Further discoveries will stem from the analysis of multiwavelength data sets. As access to remote data improves and user-friendly tools to support multiwavelength analysis become available, more astrophysicists are expected to rely on these archival data sets on a daily basis. Such a likely outcome will bring additional challenges and raised expectations. Reliability of the data archives will be crucial because more of the community’s research will depend on it. Performance will also be critical when users expect to get their data in seconds rather than hours.

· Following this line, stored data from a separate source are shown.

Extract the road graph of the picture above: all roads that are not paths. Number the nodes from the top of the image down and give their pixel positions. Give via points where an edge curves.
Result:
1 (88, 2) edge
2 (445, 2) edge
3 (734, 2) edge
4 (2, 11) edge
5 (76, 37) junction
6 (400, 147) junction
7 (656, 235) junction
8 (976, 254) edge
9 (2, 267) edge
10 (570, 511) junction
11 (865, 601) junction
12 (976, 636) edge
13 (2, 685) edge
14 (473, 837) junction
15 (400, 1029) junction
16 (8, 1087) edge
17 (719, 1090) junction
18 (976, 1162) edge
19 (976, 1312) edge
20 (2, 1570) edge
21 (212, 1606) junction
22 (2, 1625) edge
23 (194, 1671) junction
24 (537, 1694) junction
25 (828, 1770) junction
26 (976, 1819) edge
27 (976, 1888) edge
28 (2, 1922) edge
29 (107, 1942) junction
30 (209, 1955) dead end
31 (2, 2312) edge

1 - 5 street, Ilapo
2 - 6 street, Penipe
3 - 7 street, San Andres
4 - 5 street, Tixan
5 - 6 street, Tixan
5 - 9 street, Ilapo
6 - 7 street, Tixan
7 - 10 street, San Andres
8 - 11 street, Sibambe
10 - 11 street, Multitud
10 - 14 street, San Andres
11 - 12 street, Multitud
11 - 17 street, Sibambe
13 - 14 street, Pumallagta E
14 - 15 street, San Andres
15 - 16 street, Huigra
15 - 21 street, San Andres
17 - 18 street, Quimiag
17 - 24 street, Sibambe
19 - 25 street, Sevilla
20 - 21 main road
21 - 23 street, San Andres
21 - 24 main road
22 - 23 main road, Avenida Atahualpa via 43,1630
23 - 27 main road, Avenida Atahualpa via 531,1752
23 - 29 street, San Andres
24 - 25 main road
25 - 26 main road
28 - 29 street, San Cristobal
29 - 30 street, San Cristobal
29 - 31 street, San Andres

Data curation and provenance are notoriously labor intensive and might present the biggest challenge. As data processing evolves and the archives store derived data sets, possibly from the combination of multiwavelength data (see mention of GOODS above), it will be increasingly important to track the processing trail of the derived products. In a world of more and more data, finding the relevant data sets and assessing their quality and reliability will be also increasingly important, so that the continuous evolution and curation of data—even old mission data—become crucial. Centers could take on more active roles in recent efforts to move data analysis software to the next level, in which a universal (common and distributed) analysis infrastructure supports many instrument-specific applications, some which are developed in the community and some at the center.
As software technology evolves, it is expected that it will be progressively easier to calibrate the data as they are accessed, guaranteeing the most up-to-date version for everyone. Calibrating data as users extract a given data set will require increasingly more computational resources to be co-located with the archives. This will expand the level of services that the archives will be asked to provide.